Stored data
----

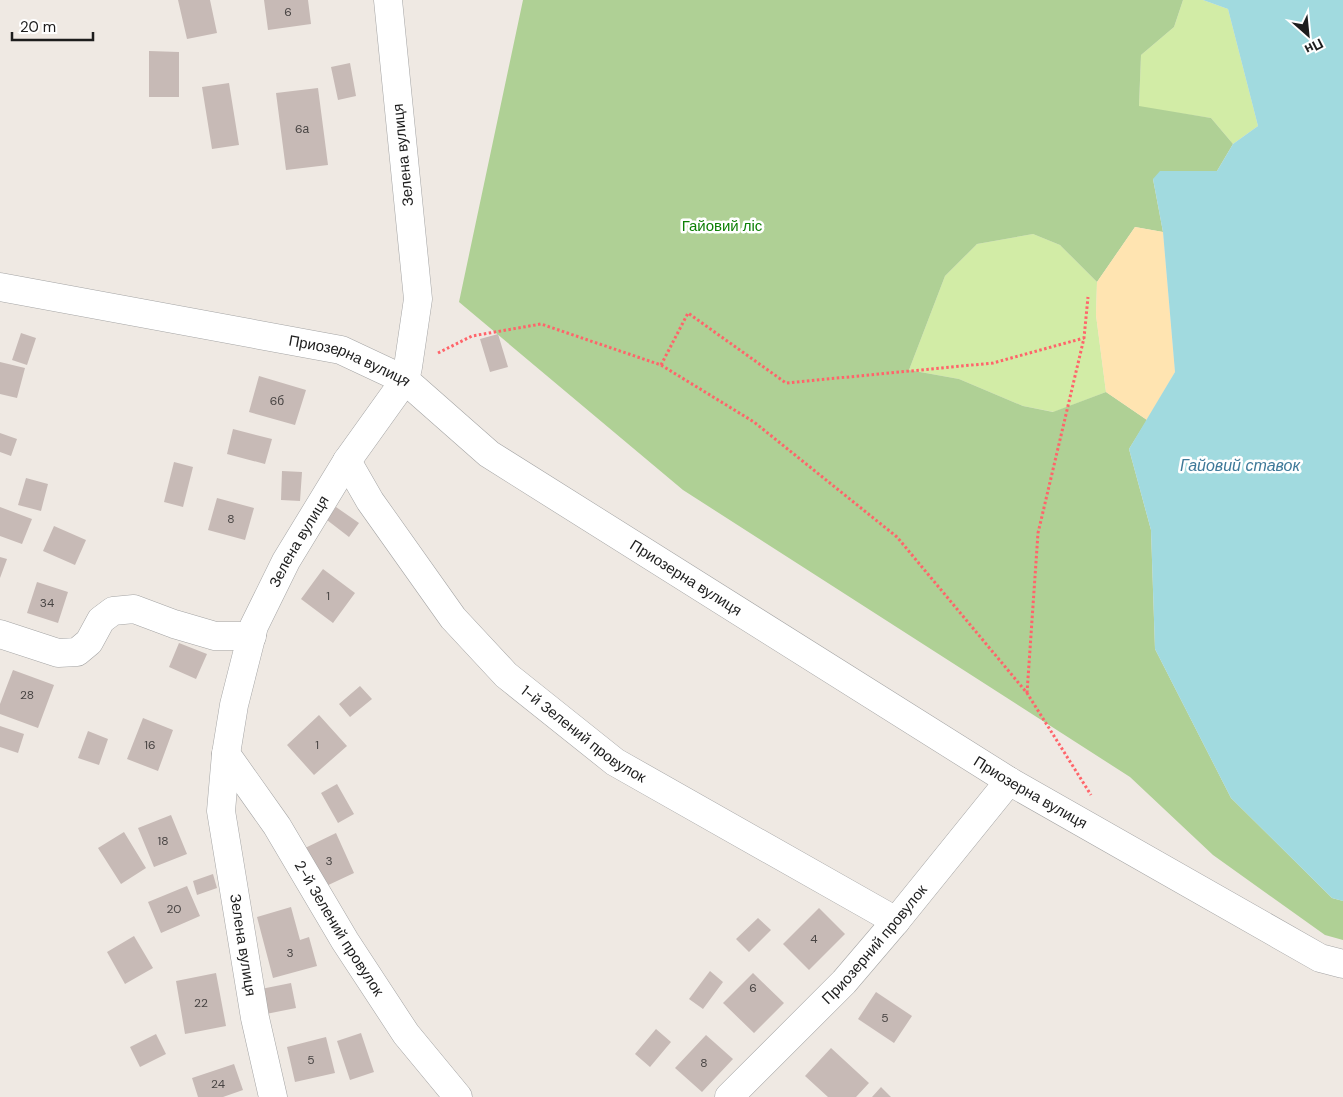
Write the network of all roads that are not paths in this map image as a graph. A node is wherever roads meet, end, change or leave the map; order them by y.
1 (388, 0) edge
2 (0, 287) edge
3 (407, 374) junction
4 (347, 461) junction
5 (0, 634) edge
6 (252, 636) junction
7 (226, 754) junction
8 (1009, 781) junction
9 (896, 921) junction
10 (1343, 964) edge
11 (273, 1097) edge
12 (458, 1097) edge
13 (729, 1097) edge

1 - 3 street, Зелена вулиця
2 - 3 street, Приозерна вулиця
3 - 4 street, Зелена вулиця
3 - 8 street, Приозерна вулиця
4 - 6 street, Зелена вулиця
4 - 9 street, 1-й Зелений провулок
5 - 6 street
6 - 7 street, Зелена вулиця
7 - 11 street, Зелена вулиця
7 - 12 street, 2-й Зелений провулок
8 - 9 street, Приозерний провулок
8 - 10 street, Приозерна вулиця
9 - 13 street, Приозерний провулок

----

**THE PROBLEM**
Please retype the whole of the data precisely, omitting pictures.

**RESULT**
Write the network of all roads that are not paths in this map image as a graph. A node is wherever roads meet, end, change or leave the map; order them by y.
1 (388, 0) edge
2 (0, 287) edge
3 (407, 374) junction
4 (347, 461) junction
5 (0, 634) edge
6 (252, 636) junction
7 (226, 754) junction
8 (1009, 781) junction
9 (896, 921) junction
10 (1343, 964) edge
11 (273, 1097) edge
12 (458, 1097) edge
13 (729, 1097) edge

1 - 3 street, Зелена вулиця
2 - 3 street, Приозерна вулиця
3 - 4 street, Зелена вулиця
3 - 8 street, Приозерна вулиця
4 - 6 street, Зелена вулиця
4 - 9 street, 1-й Зелений провулок
5 - 6 street
6 - 7 street, Зелена вулиця
7 - 11 street, Зелена вулиця
7 - 12 street, 2-й Зелений провулок
8 - 9 street, Приозерний провулок
8 - 10 street, Приозерна вулиця
9 - 13 street, Приозерний провулок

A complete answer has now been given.